Il est également nécessaire que les mécanismes de contrôle
disposent d’un système pour recevoir et traiter les réclamations. L’organisme
de gestion électorale est généralement chargé de veiller à ce que la
législation électorale et les lois connexes sont respectées, et que les
contrevenants soient signalés aux autorités compétentes pour enquête et
poursuites s’il y a lieu.
Faire preuve de transparence et de
responsabilité
La transparence apporte une crédibilité aux institutions
électorales et à leurs activités, et confère une légitimité aux élections qu’elles
administrent. L’organisme de gestion électorale peut assurer cette transparence
de plusieurs façons, notamment grâce à :
- des rapports
réguliers au public par le biais des médias, en tenant des conférences de
presse, en transmettant des informations factuelles et en reconnaissant
les problèmes soulevés et en précisant leurs solutions ;
- des rapports
réguliers aux organes de contrôle sur les progrès réalisés, les
difficultés rencontrées et les domaines nécessitant des efforts
supplémentaires, et la mise à disposition du public de ces rapports ;
- l’organisation de
réunions régulières avec les partis politiques et les candidats afin de
fournir des informations, de répondre à des questions de procédure ou
autres types de questions, et de solliciter leur contribution aux projets
de protocoles ou de règlements ;
- l’observation du
processus de prise de décisions électorales.

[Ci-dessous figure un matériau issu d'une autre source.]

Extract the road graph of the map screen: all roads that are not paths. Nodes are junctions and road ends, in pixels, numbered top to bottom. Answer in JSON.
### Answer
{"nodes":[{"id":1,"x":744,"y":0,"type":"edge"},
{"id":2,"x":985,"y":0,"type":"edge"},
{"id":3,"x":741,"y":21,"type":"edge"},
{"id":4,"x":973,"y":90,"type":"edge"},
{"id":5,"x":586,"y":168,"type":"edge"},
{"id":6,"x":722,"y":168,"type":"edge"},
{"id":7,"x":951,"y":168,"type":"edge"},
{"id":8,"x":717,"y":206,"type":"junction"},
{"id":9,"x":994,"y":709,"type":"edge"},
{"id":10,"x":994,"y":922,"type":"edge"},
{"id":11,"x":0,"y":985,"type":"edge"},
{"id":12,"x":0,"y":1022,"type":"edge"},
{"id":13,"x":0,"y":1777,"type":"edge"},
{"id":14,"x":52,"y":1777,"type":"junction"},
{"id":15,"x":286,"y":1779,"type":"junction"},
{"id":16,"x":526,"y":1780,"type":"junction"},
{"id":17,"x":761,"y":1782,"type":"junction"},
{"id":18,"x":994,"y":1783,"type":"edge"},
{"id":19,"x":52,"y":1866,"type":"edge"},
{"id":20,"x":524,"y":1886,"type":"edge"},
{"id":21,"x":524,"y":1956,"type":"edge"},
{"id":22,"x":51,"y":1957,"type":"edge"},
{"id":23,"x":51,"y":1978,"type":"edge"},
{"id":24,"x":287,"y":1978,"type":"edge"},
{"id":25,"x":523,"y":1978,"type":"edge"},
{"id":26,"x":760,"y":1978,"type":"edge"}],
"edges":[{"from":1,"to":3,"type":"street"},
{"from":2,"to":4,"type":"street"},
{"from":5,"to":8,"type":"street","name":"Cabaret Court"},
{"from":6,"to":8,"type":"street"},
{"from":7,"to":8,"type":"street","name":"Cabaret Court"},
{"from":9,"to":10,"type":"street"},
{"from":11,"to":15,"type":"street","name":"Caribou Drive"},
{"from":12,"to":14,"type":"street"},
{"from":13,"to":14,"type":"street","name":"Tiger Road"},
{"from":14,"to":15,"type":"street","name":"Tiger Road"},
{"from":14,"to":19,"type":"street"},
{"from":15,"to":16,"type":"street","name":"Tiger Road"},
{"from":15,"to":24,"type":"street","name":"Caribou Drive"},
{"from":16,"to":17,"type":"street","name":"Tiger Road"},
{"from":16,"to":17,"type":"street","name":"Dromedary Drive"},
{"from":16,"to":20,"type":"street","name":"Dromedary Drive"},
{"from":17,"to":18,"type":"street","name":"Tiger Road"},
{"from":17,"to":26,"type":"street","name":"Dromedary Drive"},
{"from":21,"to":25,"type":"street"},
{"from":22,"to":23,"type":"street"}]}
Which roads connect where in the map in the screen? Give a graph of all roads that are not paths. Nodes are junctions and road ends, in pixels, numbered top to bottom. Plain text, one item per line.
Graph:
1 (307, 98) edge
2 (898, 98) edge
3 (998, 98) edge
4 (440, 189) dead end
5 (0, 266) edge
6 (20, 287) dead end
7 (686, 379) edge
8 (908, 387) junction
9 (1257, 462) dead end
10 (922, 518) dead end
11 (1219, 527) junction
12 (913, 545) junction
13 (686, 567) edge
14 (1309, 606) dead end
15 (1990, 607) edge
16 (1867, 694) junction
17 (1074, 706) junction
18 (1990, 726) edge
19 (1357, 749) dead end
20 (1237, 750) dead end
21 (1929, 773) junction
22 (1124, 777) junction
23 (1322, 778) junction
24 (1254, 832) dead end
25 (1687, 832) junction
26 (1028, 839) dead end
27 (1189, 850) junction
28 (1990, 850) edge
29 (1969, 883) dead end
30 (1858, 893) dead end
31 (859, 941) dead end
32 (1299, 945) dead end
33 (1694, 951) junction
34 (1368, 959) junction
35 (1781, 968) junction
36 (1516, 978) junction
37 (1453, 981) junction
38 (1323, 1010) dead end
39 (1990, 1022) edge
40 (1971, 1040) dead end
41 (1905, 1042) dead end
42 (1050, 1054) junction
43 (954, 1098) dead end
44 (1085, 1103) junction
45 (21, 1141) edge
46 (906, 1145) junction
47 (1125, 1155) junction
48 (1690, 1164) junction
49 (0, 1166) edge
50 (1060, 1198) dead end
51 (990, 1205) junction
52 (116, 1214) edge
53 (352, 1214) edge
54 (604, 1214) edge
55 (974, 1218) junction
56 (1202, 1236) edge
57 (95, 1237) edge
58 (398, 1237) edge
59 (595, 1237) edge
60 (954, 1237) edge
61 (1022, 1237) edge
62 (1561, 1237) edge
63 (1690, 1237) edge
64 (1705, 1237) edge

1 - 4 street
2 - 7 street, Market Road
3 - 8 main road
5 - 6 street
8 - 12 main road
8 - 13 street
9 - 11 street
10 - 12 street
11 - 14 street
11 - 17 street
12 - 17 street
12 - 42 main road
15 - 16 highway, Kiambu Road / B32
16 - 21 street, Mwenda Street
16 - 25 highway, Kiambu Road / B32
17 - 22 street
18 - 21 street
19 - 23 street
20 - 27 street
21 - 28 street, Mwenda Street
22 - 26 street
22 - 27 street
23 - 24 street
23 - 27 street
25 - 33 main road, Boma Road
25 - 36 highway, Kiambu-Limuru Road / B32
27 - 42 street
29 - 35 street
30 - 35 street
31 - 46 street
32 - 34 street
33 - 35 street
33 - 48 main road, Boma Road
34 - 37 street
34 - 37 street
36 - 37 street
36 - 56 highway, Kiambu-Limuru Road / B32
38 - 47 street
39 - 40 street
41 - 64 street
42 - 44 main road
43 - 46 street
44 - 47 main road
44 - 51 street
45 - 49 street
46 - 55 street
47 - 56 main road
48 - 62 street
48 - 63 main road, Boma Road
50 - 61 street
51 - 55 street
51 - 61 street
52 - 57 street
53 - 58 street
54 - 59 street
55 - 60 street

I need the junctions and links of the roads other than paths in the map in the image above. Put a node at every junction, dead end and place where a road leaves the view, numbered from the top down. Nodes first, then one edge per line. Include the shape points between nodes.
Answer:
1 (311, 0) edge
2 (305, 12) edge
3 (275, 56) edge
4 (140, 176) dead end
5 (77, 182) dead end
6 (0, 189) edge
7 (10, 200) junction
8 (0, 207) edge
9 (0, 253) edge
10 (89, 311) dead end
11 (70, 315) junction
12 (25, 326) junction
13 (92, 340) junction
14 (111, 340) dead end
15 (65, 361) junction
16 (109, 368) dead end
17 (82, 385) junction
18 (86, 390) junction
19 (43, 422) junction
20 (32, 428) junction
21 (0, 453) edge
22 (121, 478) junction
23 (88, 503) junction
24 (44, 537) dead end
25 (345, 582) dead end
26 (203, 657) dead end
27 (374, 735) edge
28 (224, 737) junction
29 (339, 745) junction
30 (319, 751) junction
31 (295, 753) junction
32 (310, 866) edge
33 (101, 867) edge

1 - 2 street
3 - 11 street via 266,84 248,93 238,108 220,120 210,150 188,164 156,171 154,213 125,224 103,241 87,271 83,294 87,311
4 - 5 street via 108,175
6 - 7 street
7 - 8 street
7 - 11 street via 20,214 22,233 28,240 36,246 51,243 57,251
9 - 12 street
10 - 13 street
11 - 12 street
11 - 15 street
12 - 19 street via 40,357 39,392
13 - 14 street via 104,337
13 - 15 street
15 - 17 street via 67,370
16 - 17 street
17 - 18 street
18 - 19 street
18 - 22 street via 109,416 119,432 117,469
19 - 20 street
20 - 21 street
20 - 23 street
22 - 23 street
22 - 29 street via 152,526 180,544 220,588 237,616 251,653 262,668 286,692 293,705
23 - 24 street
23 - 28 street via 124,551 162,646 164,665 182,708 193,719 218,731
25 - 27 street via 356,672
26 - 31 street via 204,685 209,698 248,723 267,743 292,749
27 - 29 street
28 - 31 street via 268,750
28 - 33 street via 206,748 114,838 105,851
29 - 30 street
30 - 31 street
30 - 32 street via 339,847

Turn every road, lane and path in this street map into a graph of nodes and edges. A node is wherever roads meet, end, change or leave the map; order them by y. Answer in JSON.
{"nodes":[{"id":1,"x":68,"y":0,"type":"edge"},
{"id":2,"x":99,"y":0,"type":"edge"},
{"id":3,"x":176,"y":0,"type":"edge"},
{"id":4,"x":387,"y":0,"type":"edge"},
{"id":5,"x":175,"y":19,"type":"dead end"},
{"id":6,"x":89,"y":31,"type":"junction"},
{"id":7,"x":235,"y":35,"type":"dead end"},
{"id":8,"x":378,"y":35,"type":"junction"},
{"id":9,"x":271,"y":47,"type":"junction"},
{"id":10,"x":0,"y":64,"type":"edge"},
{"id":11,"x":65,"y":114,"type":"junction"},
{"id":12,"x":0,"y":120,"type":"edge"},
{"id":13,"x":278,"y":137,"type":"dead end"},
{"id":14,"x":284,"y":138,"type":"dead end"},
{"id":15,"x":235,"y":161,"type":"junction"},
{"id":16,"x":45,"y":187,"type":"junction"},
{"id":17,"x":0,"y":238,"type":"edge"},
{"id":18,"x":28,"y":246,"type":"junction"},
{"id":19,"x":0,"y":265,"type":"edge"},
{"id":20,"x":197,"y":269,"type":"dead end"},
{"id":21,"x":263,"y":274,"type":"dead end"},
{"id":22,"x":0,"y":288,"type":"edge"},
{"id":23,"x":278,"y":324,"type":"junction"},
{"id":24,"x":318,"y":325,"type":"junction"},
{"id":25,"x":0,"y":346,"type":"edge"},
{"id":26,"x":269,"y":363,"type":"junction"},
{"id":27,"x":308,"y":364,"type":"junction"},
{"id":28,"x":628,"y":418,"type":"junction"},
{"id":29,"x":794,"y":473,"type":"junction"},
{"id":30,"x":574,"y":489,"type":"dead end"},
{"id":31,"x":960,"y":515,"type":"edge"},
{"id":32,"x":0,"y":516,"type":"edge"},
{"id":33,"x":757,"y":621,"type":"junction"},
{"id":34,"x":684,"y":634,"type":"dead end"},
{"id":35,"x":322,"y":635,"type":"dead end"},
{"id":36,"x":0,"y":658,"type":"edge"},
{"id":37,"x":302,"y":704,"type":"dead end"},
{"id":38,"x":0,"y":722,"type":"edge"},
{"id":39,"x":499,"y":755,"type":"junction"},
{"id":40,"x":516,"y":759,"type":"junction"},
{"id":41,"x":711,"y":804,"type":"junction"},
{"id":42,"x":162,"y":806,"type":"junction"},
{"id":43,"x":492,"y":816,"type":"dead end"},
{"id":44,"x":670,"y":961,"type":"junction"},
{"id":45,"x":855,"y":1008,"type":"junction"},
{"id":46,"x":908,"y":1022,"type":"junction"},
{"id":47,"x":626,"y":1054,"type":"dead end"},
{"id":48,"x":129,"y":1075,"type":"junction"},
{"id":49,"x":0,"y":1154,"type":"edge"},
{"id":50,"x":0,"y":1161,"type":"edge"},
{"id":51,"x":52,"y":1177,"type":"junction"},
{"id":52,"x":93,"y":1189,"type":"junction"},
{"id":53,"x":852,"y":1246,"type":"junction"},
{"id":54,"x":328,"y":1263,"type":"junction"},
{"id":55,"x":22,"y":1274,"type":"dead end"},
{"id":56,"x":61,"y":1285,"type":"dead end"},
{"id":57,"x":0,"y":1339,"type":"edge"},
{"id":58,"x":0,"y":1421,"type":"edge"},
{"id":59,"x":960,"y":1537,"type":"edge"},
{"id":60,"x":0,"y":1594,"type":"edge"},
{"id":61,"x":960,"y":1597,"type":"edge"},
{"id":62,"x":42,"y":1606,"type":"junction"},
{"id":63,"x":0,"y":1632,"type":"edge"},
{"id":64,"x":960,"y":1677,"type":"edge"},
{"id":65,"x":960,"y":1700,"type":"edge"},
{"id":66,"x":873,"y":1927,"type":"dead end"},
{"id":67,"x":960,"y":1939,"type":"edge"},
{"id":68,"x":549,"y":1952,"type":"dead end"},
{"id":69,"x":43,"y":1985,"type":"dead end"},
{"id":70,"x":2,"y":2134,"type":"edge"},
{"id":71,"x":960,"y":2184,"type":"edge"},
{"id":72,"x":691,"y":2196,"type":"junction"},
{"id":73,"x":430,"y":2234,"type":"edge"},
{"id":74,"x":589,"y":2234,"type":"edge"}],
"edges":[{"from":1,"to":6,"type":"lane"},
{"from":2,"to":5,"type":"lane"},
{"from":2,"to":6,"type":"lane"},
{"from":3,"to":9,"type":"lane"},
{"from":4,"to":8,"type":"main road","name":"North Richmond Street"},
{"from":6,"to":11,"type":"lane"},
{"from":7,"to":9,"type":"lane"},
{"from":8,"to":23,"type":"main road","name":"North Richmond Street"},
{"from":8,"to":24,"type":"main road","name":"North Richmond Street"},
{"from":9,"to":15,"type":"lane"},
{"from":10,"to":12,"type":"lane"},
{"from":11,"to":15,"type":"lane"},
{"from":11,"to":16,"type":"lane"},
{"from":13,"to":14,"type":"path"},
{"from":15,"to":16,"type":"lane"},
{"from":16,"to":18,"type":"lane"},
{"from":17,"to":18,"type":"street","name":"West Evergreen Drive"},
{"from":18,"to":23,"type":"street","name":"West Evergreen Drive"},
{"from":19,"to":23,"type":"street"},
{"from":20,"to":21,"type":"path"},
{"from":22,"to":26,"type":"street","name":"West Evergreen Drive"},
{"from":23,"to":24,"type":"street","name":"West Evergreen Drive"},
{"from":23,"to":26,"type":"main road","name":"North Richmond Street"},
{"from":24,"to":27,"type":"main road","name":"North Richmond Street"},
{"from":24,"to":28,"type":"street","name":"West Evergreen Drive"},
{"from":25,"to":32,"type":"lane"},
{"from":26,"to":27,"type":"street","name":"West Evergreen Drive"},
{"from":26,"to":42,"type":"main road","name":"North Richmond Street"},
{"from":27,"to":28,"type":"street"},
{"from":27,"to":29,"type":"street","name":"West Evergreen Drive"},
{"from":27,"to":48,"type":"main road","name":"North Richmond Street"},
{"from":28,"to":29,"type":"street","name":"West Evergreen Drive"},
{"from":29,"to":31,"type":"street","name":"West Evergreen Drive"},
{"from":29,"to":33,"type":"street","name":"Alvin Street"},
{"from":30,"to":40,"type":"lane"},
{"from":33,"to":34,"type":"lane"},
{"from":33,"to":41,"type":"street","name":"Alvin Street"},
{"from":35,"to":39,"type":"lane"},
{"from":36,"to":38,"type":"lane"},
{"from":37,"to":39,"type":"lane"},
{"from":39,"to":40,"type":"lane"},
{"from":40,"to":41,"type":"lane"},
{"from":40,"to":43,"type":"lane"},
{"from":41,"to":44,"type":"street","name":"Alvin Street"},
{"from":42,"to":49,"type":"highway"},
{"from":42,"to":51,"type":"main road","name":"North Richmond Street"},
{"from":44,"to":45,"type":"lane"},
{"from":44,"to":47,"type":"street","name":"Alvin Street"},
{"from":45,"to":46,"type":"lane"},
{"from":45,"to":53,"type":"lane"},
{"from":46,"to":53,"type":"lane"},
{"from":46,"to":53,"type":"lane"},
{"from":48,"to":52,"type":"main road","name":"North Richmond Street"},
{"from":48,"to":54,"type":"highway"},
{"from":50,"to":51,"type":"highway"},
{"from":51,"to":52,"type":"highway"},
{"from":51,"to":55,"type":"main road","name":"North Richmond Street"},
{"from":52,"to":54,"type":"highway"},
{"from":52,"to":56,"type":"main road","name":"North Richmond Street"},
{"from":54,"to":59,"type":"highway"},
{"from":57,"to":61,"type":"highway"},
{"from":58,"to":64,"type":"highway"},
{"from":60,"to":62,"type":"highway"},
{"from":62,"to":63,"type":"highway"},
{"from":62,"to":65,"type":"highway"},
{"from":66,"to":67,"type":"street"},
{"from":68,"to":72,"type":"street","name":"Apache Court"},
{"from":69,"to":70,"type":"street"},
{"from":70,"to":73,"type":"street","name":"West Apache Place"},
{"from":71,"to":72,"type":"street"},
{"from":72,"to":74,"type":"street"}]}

Les observateurs peuvent être
des représentants des partis politiques, de la société civile ou de la
presse.
La transparence est un atout puisqu’elle indique clairement qui
est responsable de quoi. Les agents publics et autres fonctionnaires chargés de
gérer les ressources publiques doivent répondre de leurs actes au public et à d’autres
niveaux et branches de l’État et doivent rendre compte de leur utilisation des
ressources publiques pour la conduite des élections.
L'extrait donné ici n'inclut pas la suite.